Hey, I’m not the one claiming to have never laid eyes on a KJV.
Thanks Redtail…I’m reading “The Man Who Fell In Love With the Moon” right now - and interesting read to say the least, but filled with references to the berdache (completely fictional of course).
IIRC, there is a similar tradition among the Hindu - though I believe there the men are frequently eunichs and may more properly be classed in our culture as transexual rather than homosexual.
Oh, and for the bible, there are a couple of “homosexual” relationships that are implied - if the interpretation leaves something to be desired in being completely convincing. I like the homosexual interpretation of David and Jonathan myself - which I think (with that reading) makes it one of the most romantic stories in the Bible.
As long as we are there, the men of Sodom were supposedly going to rape the angels (or Lots daughters) and, as we all know, rape is about power, not sex. They could have been as hetero as they come in their day to day lives. If I were God, I’d be condemning the whole rape thing and not as worried about the gender of the perps or victims.
I’ll try to clarify. My position (suggestion, really) is that the fact that people tend to identify as either straight or gay might in turn cause people to channel there desires in the direction of their perceived identity. So that in addition to the people who actually are bisexual, there are many who are inherently bisexual, but have channeled their desires and thoughts in only one direction. If this pressure would not be there, many more people would actually be bisexual as a practical matter then actually are.
My suggestion was that if indeed there was a dearth of evidence of outright homosexuality in ancient cultures it may be due to the fact that there actually was less of it. That had an ancient Kinsey done a survey, he would have found fewer 0s and fewer 6s and more 3s and 4s then one might find today. IOW that the distribution was more of a continuum then is to be found today. And for this reason, homosexuality was not as much of a separate category of people as it is today.
By contrast, ultrafilter, if I understand him/her correctly is saying that the distribution in ancient times would be more or less similar to the distribution today. And that if today there is more evidence of separate categories of people based on sexual orientation than there is from ancient times, it is due to the fact that the ancients failed to recognize that these categories existed, although they were actually there much as they are today.
I glanced around a bit for this berdache stuff. It seemed to be more about gender roles than about sexual relationships or identity. Is this incorrect?
lamia, thanks for the link. Interesting stuff.
bnorton, believe or don’t believe, it’s fine with me. The KJV is a Christian Bible, Jews don’t use it. Orthodox Jews (e.g. IzzyR) tend to use the original.
While translations can be tricky, there are some things that are blindingly obvious. E.g. this one. It is incredible that you would bother arguing in favor of a position about which you do not claim to know anything, and are not even claiming that anyone else has ever supported. What is the basis for your statements? Am I missing something?
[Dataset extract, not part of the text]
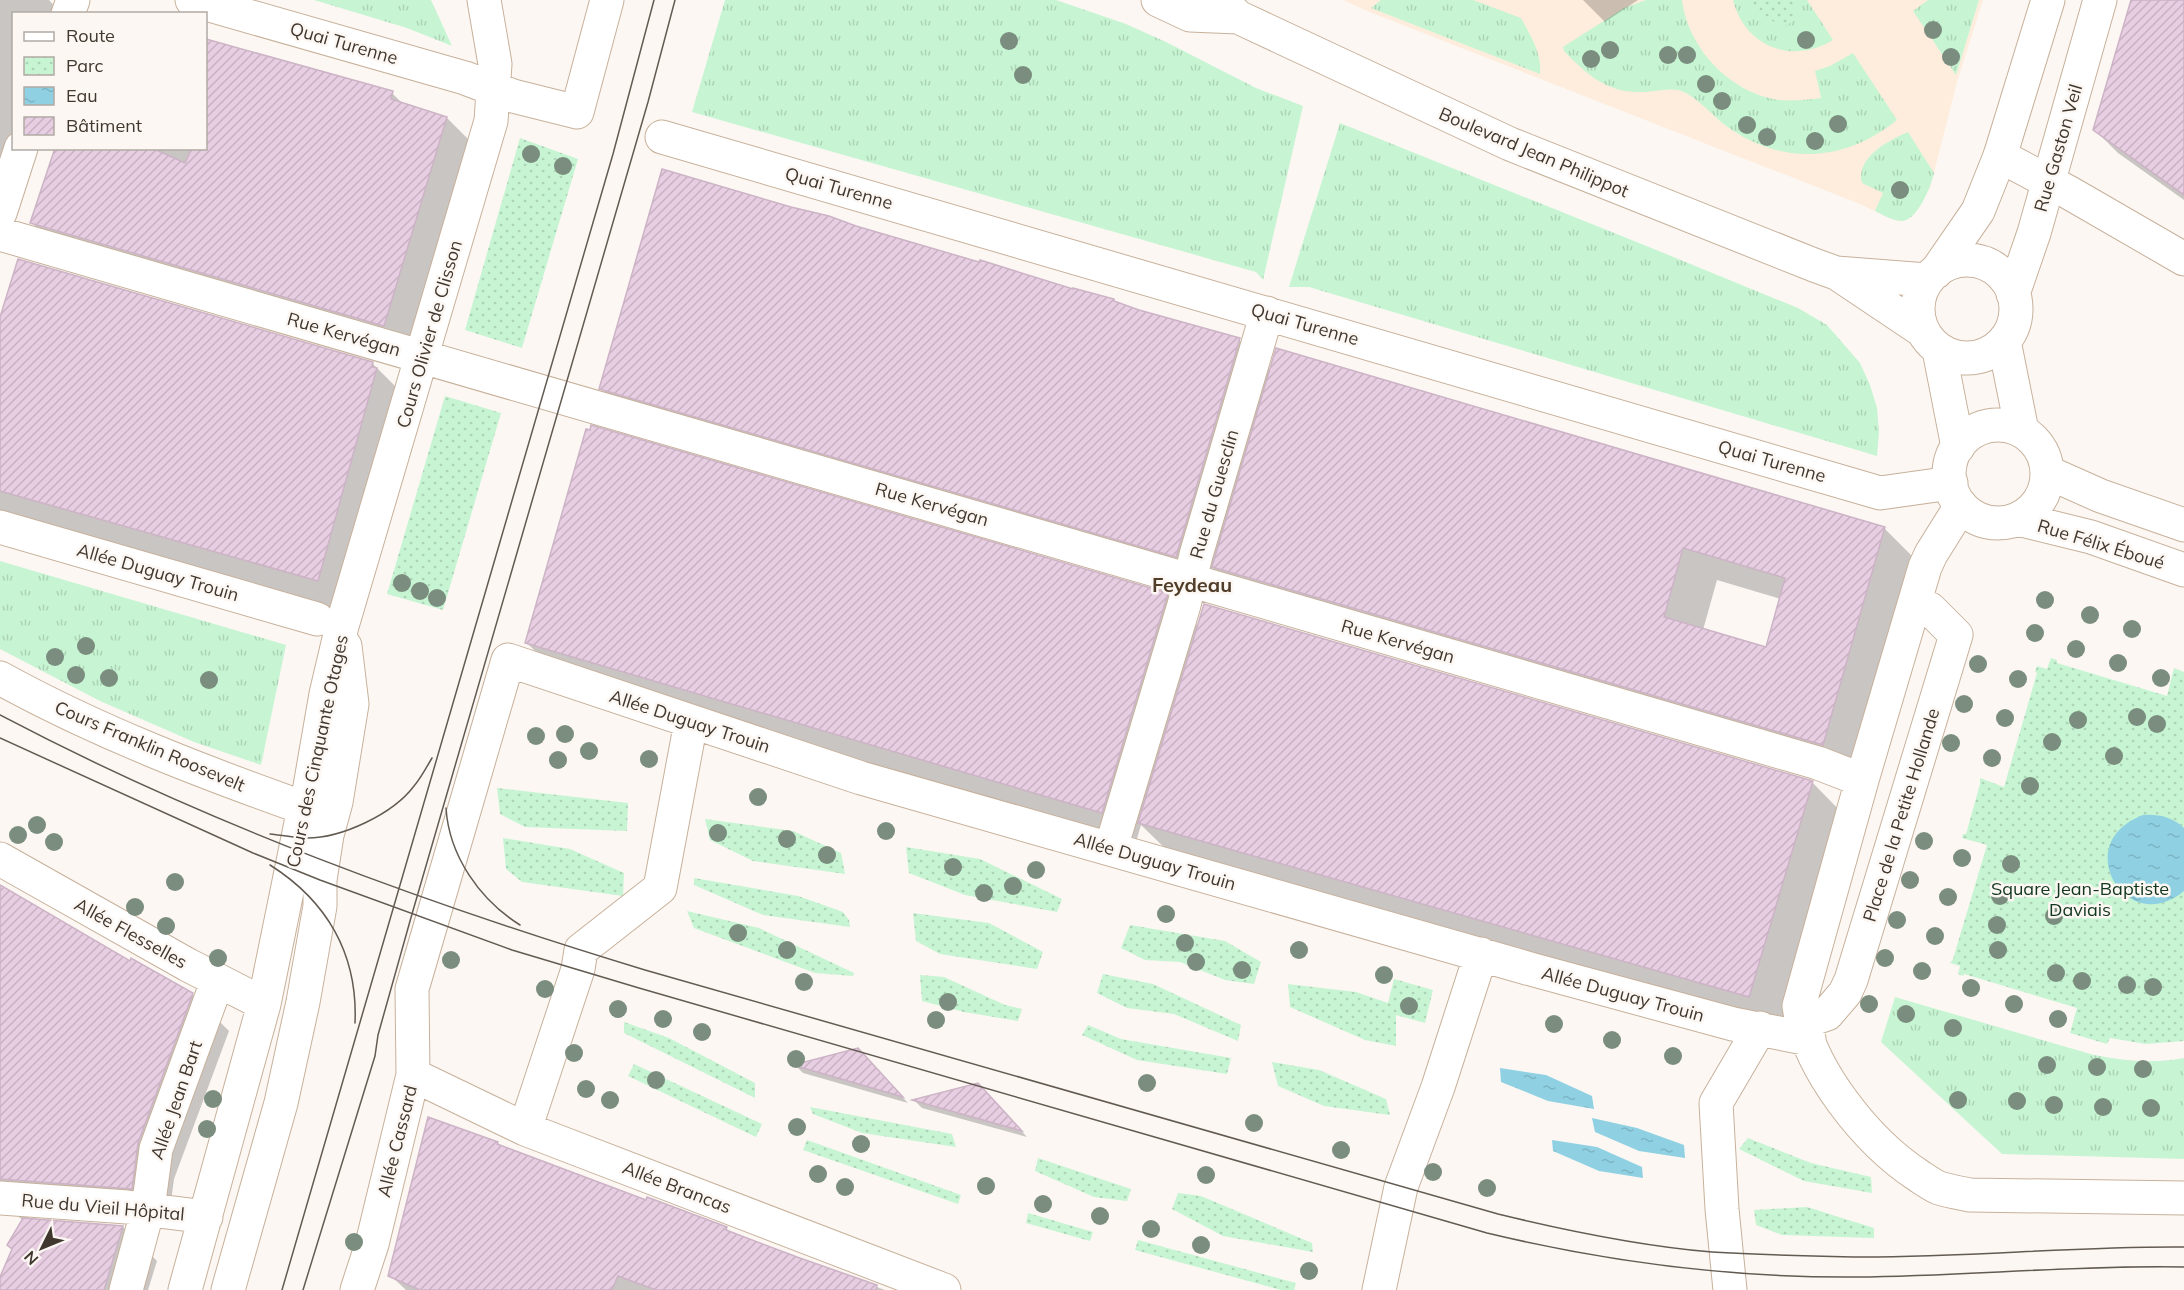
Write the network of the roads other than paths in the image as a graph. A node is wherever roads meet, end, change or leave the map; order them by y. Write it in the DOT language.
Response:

You probably wouldn’t have anything approaching a uniform distribution, as there’s a definite survival advantage to having most of your population be heterosexual. If anything, the distribution of sexual orientations would be more skewed (mode near 0, I just can’t remember whether to call that left-skewed or right-skewed) in the past than today.
Him, FYI. And that is a pretty accurate statement of my viewpoint.
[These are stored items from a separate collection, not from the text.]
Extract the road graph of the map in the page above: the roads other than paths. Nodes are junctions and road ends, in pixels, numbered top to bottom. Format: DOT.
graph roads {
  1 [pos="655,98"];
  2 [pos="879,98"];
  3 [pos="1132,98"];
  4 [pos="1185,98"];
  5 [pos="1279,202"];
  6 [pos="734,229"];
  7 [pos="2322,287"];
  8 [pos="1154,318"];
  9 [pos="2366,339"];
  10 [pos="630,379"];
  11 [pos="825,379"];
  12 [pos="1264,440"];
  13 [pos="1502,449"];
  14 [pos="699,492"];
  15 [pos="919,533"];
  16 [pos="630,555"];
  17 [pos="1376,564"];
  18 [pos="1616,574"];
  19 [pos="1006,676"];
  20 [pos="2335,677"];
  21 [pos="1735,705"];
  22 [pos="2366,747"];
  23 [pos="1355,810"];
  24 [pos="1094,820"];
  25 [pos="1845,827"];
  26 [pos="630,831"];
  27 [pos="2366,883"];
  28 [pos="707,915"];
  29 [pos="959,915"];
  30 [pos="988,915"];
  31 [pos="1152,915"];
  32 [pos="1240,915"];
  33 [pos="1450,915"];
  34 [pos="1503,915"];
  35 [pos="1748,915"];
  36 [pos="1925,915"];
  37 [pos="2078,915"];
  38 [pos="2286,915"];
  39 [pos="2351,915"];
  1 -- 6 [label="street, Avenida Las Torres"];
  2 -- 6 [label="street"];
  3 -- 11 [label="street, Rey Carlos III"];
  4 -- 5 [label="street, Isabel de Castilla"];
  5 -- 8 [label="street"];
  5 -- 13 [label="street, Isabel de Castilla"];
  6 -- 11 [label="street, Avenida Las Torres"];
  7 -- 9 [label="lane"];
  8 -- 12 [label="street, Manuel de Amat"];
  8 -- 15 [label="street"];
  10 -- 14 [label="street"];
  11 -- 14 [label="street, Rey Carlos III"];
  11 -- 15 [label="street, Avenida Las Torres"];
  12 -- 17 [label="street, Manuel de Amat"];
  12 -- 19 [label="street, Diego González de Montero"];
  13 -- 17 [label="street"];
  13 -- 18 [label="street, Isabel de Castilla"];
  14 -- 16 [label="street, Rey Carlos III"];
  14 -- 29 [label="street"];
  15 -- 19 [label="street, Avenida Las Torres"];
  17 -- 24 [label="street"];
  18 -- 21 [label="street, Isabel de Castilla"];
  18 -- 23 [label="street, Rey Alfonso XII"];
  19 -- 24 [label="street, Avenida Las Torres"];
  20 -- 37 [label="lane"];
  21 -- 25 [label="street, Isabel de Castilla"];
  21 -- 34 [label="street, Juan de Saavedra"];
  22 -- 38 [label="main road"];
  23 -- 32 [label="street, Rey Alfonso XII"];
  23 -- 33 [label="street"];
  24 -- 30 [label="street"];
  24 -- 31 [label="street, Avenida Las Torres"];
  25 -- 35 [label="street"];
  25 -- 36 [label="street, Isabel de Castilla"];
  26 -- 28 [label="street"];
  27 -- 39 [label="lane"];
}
After my last post, it occurred to me that perhaps you are actually confused with regards to what this discussion is, so I’ll try to clarify that if possible.
The word that appears in the Hebrew original is neda. This is a form of the word yoda with an “n” prefix indicating “we will”. This word appears hundreds, perhaps thousands of times in the Bible, and means “know”. It is absolutely inconceivable that it could mean “sex”, and no Biblical scholar would or could ever suggest such a thing. There is nothing tricky about it at all. However, in some circumstances, it is used as a euphemism for sex (there is actually some disagreement whether Biblical Hebrew even contains a word that literally means “sex”). Therefore, it is translated as sex in these instances. But these translations do not imply that the translator believes that the literal meaning of the word is “sex” - merely that he is translating the intention of the phrase rather than the literal meaning.
Now, I absolutely agree that the word is in this instance intended as a euphemism for “sex”, as noted in my previous posts on this subject. I am merely pointing out that you cannot prove this (as you tried to do) by pointing to a translation which translates it as “sex” - this translation is based on the translator’s interpretation of the phrase - to the extent that you dispute the meaning you will also dispute the translation.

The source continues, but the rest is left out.